Fault Diagnosis of Rolling Bearings Based on Manhattan Self-attention and Residual Neural Network
摘要
In industrial environments, vibration signals collected from rolling bearings often contain noise, and traditional Convolutional Neural Networks (CNN) exhibit poor fault feature extraction capabilities with noisy data, thereby affecting fault diagnosis accuracy. This paper proposes a Manhattan self-attention and residual neural network (MaSA-ResNet) based algorithm for bearing fault diagnosis. The algorithm incorporates Discrete Wavelet Transform (DWT) for signal denoising and feature extraction, introducing the MaSA to enhance effective feature weights and improve prediction accuracy.
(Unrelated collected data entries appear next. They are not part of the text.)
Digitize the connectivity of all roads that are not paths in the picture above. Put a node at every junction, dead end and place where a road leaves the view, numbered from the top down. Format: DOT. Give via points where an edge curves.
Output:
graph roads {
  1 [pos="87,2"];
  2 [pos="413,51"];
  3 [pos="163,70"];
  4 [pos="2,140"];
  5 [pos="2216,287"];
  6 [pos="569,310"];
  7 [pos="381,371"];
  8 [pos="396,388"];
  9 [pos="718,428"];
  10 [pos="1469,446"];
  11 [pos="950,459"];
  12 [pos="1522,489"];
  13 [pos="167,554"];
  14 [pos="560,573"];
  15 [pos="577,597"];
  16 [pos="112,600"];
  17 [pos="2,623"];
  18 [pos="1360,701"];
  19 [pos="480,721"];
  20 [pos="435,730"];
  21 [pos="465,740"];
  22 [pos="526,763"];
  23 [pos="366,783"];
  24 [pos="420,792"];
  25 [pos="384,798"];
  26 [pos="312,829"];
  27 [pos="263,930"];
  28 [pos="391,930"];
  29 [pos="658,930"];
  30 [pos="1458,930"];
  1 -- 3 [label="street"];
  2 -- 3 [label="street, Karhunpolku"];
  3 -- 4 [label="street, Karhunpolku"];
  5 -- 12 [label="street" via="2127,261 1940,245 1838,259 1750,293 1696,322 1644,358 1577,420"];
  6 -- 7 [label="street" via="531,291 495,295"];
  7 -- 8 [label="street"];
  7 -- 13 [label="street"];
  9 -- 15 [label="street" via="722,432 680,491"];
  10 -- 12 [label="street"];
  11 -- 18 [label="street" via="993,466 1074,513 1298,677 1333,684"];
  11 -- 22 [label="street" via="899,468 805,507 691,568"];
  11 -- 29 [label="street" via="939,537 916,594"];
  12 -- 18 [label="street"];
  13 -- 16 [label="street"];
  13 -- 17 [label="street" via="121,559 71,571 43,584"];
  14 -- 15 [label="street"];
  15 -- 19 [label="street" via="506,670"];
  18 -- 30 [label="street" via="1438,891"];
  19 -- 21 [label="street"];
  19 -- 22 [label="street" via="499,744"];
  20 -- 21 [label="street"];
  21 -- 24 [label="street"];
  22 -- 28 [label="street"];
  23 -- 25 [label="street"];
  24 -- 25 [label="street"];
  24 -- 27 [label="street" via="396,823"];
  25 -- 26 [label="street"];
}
Additionally, Leaky rectified linear unit (Leaky-ReLU) activation functions are applied within the residual blocks to address neuron death and information loss issues. The improved residual block unit consists of 22 convolutional layers, 20 normalization layers, and 9 activation functions. This paper utilizes the bearing dataset from the Case Western Reserve University (CRWU) laboratory, with various levels of Gaussian white noise added to simulate real industrial environments. Finally, comparative experiments on test sets with CNN, SVM, and the proposed algorithm were further conducted. The results show that the proposed algorithm achieves a fault recognition rate of 99.71%, outperforming both CNN and SVM, thus demonstrating its robustness to noise and fault diagnosis accuracy.